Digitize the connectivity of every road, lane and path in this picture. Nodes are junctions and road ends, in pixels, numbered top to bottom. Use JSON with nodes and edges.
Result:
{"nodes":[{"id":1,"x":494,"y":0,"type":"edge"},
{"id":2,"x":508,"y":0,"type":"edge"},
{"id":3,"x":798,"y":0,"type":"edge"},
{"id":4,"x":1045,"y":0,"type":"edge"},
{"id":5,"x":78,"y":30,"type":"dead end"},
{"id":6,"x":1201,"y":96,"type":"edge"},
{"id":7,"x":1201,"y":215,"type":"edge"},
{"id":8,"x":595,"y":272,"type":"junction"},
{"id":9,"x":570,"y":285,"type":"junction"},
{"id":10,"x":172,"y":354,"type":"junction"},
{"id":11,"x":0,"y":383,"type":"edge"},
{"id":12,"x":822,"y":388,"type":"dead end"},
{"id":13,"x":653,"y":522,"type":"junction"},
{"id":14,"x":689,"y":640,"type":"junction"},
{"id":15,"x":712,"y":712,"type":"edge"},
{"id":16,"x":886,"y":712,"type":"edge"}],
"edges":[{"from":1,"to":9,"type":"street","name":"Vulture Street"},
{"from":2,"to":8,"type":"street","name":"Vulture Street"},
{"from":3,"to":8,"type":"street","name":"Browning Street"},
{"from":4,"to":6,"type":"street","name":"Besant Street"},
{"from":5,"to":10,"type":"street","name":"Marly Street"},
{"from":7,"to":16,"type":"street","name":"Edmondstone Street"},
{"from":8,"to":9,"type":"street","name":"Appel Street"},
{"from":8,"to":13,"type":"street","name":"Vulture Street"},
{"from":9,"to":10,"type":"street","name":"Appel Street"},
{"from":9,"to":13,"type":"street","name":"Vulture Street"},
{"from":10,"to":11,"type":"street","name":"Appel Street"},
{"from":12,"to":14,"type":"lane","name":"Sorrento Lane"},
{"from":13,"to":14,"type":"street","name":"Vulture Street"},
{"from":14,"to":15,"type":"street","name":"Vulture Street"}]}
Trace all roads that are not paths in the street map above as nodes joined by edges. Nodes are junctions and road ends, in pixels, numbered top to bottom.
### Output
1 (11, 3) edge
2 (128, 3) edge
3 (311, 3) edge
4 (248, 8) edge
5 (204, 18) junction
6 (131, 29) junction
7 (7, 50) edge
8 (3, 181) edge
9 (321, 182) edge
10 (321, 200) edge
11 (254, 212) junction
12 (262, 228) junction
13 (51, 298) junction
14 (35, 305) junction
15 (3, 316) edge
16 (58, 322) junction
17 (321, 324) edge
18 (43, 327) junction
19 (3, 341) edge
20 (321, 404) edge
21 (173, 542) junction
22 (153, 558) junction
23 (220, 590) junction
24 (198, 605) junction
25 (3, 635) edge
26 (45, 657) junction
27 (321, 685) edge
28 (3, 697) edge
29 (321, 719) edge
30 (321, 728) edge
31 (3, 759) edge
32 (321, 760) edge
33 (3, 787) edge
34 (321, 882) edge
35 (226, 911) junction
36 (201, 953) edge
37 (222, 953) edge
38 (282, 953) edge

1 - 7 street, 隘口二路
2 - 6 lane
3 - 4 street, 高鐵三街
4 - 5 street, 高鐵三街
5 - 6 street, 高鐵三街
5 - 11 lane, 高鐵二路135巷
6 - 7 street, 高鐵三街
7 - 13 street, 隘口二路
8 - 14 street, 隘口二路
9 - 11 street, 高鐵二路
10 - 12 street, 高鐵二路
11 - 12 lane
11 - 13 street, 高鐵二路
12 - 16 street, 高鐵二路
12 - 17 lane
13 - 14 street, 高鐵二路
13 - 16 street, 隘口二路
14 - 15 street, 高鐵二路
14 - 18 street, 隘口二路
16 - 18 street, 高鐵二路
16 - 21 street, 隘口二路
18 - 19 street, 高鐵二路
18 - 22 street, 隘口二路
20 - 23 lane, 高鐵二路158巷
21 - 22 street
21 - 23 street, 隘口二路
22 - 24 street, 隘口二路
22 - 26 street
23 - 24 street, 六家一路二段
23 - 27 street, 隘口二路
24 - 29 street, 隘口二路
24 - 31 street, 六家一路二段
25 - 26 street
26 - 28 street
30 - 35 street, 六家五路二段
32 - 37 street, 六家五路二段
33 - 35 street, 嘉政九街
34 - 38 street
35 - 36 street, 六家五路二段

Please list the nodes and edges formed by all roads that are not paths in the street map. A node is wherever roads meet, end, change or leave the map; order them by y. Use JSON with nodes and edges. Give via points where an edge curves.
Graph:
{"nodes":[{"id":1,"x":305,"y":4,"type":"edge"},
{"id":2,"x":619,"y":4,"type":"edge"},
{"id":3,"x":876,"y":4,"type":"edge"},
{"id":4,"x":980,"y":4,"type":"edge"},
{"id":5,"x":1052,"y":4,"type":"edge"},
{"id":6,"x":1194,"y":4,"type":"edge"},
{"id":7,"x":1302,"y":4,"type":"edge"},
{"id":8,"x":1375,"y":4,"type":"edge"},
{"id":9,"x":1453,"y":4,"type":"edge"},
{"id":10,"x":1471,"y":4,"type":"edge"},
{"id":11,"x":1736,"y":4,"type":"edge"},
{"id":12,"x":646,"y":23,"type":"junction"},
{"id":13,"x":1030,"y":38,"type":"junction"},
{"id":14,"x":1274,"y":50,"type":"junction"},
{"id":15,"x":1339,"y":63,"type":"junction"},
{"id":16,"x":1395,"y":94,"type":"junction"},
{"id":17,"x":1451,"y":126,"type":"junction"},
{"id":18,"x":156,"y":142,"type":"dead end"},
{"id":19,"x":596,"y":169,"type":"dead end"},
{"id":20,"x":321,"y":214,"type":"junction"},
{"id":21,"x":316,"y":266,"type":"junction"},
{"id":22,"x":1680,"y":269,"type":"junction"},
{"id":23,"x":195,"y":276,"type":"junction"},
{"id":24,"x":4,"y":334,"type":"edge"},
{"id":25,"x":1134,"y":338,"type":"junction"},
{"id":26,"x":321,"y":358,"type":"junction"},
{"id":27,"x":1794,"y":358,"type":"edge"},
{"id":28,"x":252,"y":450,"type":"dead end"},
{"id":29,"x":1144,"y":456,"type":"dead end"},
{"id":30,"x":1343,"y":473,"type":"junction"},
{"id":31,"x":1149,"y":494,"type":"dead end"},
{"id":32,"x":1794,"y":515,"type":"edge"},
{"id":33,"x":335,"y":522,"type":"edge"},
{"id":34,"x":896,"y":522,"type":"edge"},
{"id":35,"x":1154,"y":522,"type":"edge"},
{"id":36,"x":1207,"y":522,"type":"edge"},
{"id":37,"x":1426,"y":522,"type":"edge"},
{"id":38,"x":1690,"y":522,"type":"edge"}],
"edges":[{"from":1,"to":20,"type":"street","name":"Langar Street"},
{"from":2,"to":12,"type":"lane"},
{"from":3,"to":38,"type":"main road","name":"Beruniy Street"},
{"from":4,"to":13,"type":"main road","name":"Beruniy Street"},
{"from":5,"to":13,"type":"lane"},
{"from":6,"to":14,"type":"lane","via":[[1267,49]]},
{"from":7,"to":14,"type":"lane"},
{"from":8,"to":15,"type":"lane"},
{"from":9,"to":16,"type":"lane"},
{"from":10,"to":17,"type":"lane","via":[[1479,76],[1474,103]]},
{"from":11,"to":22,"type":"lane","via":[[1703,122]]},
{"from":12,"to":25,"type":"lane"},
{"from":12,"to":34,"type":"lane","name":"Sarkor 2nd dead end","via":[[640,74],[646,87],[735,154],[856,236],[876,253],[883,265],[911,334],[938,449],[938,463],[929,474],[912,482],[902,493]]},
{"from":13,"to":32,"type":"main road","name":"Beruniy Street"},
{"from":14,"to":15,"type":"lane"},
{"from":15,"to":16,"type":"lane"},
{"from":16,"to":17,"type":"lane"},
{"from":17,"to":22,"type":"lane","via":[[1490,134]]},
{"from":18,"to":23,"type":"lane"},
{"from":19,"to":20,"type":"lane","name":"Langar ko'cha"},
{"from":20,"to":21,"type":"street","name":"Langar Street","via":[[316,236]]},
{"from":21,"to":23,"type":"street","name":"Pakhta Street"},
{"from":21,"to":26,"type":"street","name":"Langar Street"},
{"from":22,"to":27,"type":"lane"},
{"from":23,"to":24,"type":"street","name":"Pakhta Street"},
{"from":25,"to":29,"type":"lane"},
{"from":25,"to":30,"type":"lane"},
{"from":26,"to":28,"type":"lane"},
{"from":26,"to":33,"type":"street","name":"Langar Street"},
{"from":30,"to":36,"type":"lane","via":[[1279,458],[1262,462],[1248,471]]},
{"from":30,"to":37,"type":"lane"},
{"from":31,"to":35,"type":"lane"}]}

---+---

* [What the exercise asks]
Filter the listing for the word "Langar" and copy every line that holds it.

* [Answer to the problem]
"edges":[{"from":1,"to":20,"type":"street","name":"Langar Street"},
{"from":19,"to":20,"type":"lane","name":"Langar ko'cha"},
{"from":20,"to":21,"type":"street","name":"Langar Street","via":[[316,236]]},
{"from":21,"to":26,"type":"street","name":"Langar Street"},
{"from":26,"to":33,"type":"street","name":"Langar Street"},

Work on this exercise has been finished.